In addition to providing a biography, our contributors answered the following:
1. If you could choose any superpower what would it be and why?
2. What is the best thing you can buy for a dollar?
3. Worst pickup line ever used/heard?
4. What is the most influential stuffed animal in your life?
5. What is something you wish you were allergic to?
6. What is the worst song you’ve been caught dancing to?
7. You have a million dollars and a bag full of rubber duckies what
do you do?
8. What is your favorite word?
We hope that you enjoy their answers as much as we did.
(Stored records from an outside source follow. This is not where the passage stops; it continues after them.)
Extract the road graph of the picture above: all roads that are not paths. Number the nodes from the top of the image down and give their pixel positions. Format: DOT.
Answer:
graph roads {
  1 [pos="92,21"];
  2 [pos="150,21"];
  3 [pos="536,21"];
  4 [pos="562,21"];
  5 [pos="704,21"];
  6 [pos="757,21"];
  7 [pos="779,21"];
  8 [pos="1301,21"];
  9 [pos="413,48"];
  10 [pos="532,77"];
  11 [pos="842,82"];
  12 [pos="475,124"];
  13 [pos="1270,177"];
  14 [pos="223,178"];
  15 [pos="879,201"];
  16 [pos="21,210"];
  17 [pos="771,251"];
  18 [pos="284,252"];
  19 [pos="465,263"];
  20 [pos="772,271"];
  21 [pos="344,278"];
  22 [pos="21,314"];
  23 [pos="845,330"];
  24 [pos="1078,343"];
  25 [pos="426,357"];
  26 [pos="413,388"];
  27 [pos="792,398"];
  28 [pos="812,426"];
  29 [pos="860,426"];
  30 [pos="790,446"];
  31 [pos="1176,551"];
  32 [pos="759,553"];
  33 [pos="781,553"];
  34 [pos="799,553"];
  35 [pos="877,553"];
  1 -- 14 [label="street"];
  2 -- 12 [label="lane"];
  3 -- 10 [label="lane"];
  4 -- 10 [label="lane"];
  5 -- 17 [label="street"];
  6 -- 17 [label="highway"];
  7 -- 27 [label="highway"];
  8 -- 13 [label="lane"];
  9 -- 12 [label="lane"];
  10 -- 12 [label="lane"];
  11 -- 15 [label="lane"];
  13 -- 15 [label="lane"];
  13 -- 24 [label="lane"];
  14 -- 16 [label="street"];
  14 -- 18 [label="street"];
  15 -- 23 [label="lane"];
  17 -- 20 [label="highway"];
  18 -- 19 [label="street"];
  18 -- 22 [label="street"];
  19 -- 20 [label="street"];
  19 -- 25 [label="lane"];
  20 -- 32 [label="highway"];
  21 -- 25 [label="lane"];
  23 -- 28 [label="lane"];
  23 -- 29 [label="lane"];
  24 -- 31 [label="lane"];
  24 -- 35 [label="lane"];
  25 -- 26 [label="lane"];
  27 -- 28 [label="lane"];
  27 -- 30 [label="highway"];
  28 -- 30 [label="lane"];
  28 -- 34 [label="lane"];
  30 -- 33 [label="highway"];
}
Michele Battiste is the author of two chapbooks: Raising Petra (Pudding House) and Mapping the Spaces Between (Snark). Her first full-length collection, Ink for an Odd Cartography, is forthcoming from Black
Lawrence Press. Nomadic by default, she lives in NYC, but not for long.

1. To go without sleep indefinitely. I had a baby three weeks ago. I’m so tired right now that I’m surprised that I’m able to write coherent sentences.
2. Little Debbie’s Swiss Rolls or Cosmic Brownies. Actually, they are well under a dollar. Thirty-five cents. I don’t know if you can buy anything with more caloric punch for less.
3. “Want to go back to my mother’s basement?” (Those weren’t the exact words, but that’s what he meant).
4. His name is Bear. He was given to me by the youngest of three brothers I used to babysit. Their mother was a prostitute. One of her johns gave her the bear and she gave the bear to her son. He’s a good bear—reminds me that every person is deserving of and capable of kindness, no matter her situation.
5. Mean people.
6. I always dance to the grocery store’s muzak while waiting to check out. But they play really good stuff from the late ‘70s and early ‘80s. Where else can I shake my can to Olivia Newton John’s “Let’s Get Physical”?
7. Hire a housekeeper! Give a big ole donation to the ASPCA. Take my family on a vacation. Then set up a fund and live off the interest. Oh, and set the rubber duckies “adrift on a memory bliss of you” (PM Dawn, people).
8. Patisserie.

Daniel Baughman currently lives in Erie, Pennsylvania and is a graduate student at Slippery Rock University. He has printed poetry in Chimera and released his first collection, Growing Beneath A Waning Sun, in January 2006. He can often be found oil painting and roughing out poetry on the beaches of Presque Isle, Lake Erie.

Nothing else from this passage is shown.